Multinational conglomerates, old-line manufacturers and Silicon Valley startups are all busy developing applications that will let people reserve street parking, monitor stresses on steel beams, and in general gaining insight into the real world.
LEDs and lighting in particular will play a key role, because lighting already forms a ubiquitous grid around us. You can’t attend an event without someone telling you about their idea for bringing intelligence to the inanimate world.
But not every good idea will lead to a good business plan. Like the PC boom in the early ’80s and the dot-com boom of the late ’90s, the Cambrian explosion of ideas and companies will be followed by a harsh consolidation. Sure, Pets.com looks silly now, but respected VCs put over $50 million into the company.
We’re still in the early days of the internet for the inanimate, a few founding principles are already emerging.
The internet of things is more about distributed intelligence than networking
When most people hear the term “internet of things,” they get a mental image of household appliances or automotive components sending a continuous stream of text messages to each other or to a centralized support center.

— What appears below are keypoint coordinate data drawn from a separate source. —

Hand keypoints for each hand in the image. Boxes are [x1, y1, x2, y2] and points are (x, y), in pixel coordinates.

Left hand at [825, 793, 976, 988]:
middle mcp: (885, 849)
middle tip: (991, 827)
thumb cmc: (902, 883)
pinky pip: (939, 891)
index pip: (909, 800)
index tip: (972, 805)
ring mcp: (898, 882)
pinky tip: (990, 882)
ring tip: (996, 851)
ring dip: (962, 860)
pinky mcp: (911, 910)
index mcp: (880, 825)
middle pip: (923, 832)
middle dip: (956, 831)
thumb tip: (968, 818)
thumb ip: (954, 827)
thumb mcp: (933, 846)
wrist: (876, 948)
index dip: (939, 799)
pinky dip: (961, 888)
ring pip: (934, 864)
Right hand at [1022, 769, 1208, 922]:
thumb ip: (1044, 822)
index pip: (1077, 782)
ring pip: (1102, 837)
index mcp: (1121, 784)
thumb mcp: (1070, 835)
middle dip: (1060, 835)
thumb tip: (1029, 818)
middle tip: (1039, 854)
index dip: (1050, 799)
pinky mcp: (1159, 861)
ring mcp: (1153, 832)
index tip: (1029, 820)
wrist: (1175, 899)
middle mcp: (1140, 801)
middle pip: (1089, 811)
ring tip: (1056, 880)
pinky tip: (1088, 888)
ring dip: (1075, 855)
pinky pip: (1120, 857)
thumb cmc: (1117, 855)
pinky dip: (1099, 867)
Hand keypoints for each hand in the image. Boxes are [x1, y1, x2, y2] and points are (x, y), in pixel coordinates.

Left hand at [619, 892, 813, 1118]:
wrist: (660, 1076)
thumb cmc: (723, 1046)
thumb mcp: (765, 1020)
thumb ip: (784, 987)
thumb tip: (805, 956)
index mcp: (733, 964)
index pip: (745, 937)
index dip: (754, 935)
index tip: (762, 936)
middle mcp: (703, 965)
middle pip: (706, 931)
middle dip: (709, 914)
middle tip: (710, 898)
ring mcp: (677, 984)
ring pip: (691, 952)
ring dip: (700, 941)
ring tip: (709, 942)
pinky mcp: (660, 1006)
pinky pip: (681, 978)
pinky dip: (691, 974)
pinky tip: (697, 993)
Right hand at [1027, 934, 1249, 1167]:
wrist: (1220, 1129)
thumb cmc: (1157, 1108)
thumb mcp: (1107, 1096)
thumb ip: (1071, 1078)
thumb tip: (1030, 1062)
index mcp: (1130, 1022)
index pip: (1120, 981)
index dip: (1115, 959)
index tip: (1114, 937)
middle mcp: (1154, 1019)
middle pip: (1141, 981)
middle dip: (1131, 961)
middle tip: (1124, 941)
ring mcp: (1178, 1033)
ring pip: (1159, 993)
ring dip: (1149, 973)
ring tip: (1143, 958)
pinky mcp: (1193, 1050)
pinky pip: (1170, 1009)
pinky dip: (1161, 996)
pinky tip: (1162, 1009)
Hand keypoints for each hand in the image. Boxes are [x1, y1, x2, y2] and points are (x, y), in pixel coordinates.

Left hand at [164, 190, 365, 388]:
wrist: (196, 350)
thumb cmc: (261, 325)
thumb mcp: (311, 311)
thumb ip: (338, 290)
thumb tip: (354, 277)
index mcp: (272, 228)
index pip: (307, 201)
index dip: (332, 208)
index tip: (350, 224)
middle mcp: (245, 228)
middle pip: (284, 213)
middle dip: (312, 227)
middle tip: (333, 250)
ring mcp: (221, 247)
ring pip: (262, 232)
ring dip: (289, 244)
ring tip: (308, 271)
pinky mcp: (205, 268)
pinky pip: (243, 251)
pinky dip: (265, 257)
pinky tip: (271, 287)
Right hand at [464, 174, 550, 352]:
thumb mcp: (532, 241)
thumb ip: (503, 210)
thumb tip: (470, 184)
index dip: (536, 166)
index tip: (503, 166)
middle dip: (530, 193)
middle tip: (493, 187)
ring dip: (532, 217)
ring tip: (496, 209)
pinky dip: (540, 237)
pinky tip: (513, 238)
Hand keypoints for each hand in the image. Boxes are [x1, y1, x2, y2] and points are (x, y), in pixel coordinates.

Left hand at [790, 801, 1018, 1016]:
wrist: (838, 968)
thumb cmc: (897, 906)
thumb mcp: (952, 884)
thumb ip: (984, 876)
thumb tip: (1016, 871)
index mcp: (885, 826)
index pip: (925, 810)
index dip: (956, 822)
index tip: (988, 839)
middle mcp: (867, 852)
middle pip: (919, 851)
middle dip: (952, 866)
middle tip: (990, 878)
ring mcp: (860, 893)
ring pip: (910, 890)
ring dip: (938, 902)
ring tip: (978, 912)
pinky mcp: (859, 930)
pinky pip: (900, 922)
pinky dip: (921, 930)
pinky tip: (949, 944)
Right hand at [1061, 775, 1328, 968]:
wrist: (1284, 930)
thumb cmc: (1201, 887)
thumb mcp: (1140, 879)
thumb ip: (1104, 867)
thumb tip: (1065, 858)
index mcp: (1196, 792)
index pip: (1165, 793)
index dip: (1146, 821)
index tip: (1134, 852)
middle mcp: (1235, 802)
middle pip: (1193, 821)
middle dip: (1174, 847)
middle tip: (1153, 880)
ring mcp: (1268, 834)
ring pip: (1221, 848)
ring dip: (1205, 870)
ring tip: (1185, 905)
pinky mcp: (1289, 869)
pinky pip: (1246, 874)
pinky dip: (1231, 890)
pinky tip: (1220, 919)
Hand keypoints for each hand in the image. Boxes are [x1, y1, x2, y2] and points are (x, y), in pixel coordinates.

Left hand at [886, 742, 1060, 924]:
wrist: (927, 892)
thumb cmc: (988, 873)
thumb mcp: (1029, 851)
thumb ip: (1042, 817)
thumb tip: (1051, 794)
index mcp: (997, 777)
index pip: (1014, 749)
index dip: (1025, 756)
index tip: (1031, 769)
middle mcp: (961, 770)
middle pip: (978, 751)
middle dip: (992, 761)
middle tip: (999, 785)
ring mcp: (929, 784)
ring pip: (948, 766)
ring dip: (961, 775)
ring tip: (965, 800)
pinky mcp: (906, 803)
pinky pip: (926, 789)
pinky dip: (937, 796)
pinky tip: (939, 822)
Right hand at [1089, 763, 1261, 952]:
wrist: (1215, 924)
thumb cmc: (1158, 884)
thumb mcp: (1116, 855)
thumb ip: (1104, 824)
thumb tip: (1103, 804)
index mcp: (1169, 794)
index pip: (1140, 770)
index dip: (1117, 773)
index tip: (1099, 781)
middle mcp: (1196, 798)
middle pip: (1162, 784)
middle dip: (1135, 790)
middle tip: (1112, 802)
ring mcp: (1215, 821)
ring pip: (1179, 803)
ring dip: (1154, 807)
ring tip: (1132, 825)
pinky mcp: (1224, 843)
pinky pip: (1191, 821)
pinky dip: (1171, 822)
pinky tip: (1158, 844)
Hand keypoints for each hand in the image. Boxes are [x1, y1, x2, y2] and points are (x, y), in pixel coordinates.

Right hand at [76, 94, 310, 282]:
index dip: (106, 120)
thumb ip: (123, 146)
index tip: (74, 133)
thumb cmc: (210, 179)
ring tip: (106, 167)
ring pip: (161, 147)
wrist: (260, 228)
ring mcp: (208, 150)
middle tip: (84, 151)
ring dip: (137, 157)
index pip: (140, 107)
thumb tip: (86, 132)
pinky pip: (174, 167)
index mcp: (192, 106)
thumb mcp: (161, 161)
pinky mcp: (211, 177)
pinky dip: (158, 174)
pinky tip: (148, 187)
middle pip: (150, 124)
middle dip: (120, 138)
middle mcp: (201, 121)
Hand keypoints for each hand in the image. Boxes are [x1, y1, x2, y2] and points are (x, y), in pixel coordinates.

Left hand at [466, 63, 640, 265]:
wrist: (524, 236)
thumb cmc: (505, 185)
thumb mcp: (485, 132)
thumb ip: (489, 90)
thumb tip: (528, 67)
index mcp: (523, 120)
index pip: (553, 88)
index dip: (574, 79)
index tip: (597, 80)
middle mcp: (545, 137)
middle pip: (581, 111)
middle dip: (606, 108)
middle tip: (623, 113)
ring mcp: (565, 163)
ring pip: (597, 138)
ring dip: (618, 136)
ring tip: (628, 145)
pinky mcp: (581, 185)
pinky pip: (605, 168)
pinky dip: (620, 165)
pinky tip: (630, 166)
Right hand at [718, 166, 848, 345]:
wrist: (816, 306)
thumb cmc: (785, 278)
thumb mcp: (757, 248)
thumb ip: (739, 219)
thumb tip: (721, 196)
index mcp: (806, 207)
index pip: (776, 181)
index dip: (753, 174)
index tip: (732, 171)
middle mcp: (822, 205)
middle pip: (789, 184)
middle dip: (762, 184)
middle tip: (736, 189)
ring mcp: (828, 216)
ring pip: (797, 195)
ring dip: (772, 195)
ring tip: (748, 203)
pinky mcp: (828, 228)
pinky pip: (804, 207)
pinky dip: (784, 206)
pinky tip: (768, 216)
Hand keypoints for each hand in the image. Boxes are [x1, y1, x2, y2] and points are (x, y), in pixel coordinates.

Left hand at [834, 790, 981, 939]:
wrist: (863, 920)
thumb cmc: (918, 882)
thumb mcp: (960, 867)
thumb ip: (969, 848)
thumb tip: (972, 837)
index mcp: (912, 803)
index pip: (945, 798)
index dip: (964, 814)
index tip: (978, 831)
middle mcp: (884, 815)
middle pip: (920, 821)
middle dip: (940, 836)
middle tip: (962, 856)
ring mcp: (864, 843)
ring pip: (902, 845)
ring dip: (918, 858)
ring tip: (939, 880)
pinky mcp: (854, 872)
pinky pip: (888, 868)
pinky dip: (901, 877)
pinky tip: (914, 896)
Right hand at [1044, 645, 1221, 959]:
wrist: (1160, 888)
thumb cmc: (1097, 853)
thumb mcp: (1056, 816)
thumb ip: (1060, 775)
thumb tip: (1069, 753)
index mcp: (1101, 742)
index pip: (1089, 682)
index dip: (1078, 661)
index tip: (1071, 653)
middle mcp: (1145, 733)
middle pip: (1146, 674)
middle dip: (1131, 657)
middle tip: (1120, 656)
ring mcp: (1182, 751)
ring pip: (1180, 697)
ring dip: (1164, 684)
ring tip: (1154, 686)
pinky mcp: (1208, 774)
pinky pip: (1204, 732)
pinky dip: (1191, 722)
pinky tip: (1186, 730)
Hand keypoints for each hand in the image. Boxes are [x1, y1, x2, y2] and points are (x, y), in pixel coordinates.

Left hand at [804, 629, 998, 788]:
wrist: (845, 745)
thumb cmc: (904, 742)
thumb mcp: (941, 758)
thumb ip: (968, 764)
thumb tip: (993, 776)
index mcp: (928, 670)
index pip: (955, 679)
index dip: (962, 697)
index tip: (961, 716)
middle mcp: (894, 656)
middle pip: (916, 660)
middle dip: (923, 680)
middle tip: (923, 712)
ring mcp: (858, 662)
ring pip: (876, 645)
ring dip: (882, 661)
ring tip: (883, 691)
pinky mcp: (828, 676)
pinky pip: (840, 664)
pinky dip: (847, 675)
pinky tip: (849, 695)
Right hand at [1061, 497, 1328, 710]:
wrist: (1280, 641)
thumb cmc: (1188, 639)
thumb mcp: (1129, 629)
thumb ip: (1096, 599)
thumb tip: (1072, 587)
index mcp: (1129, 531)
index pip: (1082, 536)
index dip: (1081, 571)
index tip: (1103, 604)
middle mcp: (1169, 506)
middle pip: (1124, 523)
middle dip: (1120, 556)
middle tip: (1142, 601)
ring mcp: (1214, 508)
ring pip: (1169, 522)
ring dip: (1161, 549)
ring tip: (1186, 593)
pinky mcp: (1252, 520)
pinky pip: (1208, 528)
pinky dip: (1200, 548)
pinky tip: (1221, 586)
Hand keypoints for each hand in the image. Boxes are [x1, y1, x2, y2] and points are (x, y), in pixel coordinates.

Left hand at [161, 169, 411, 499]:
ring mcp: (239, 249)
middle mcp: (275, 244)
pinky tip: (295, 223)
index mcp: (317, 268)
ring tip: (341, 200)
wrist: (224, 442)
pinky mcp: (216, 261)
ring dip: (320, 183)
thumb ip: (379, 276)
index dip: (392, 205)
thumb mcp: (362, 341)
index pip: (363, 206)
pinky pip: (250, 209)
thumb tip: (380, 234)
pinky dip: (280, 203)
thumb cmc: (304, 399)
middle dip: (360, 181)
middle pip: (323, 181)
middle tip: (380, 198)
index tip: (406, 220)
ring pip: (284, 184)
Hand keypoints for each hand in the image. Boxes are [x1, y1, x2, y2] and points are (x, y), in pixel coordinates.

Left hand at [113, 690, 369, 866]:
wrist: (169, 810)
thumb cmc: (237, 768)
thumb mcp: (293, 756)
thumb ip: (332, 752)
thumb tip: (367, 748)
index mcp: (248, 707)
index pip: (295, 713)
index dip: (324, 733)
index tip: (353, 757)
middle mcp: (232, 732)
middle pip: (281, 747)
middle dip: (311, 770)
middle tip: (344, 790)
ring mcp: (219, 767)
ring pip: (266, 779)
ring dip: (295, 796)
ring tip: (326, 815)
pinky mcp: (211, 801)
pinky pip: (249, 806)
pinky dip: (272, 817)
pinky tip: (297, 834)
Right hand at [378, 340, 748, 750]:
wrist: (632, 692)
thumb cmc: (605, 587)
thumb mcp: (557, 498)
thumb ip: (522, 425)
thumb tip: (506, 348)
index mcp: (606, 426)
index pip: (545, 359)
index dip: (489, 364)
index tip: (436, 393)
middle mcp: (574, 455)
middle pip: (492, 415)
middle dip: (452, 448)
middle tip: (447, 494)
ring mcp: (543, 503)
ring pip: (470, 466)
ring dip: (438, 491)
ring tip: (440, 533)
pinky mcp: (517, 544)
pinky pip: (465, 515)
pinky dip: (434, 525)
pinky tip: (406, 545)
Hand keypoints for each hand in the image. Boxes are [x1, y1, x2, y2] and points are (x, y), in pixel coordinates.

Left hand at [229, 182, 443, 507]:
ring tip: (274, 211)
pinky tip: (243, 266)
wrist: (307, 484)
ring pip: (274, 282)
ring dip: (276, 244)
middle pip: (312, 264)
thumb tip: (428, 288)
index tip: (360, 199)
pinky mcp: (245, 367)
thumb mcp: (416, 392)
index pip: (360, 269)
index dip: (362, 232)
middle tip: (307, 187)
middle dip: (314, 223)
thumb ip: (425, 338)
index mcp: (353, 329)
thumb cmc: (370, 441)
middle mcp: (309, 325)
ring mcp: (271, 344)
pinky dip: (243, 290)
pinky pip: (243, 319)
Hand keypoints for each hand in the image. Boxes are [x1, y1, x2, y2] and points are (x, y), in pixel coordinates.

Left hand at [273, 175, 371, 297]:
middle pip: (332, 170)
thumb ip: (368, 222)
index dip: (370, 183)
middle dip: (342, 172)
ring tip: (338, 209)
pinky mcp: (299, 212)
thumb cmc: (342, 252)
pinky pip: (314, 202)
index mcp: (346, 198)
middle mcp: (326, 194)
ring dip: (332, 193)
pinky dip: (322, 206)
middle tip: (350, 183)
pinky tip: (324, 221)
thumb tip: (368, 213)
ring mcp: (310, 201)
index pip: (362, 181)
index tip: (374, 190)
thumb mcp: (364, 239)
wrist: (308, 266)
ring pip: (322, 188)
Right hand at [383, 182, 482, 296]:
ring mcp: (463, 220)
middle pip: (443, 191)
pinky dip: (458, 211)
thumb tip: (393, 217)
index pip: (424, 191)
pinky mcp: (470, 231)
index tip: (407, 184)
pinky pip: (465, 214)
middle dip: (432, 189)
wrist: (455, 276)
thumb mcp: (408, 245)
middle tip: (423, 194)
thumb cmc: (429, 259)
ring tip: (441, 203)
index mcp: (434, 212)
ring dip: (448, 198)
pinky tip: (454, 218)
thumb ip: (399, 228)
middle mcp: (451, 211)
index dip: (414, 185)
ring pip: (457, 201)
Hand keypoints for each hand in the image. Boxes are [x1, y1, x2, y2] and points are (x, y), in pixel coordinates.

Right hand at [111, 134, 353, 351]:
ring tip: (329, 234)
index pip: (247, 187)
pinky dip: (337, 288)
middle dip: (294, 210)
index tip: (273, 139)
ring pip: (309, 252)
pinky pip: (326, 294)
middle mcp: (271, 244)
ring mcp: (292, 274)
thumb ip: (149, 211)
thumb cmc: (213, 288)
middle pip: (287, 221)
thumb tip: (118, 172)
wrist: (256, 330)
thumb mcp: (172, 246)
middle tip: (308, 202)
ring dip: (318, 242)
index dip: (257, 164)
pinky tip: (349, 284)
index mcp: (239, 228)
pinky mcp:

Unfortunately, that’s also the wrong image. Instead, lights, air conditioners and other appliances will largely make their own decisions: embedded intelligence will effectively allow objects to act autonomously or within selected parameters. The role of networking and messaging, meanwhile, will be minimized. Intelligent devices will send messages when they might need outside help — like an oil change — or when they need to offload data stored in local memory, but they won’t be giving up-to-the-minute reports.
Why? The vast amounts of information generated will far exceed the ability or desire to process it economically in real time. Office buildings — and all of the copy machines, lamps, power strips and other items plugged into the local electrical system — will generate gigabytes of information on a daily basis. Building a network, and a back-end system, to accommodate the flow of information will quickly try the patience of both businesses and consumers.
A distributed intelligence approach also allows manufacturers and developers to better harness the power of Moore’s law. Chips get better and cheaper all the time. Networks are delicate creatures with multiple interdependencies.
With the internet and cloud computing, it can be easy to overlook the importance of distributed intelligence. Most of the time, you seem to be using your laptop to access a server located somewhere else. But look at how many times a day you use a “local” application like PowerPoint or word processing. Distributed intelligence is still a powerful force.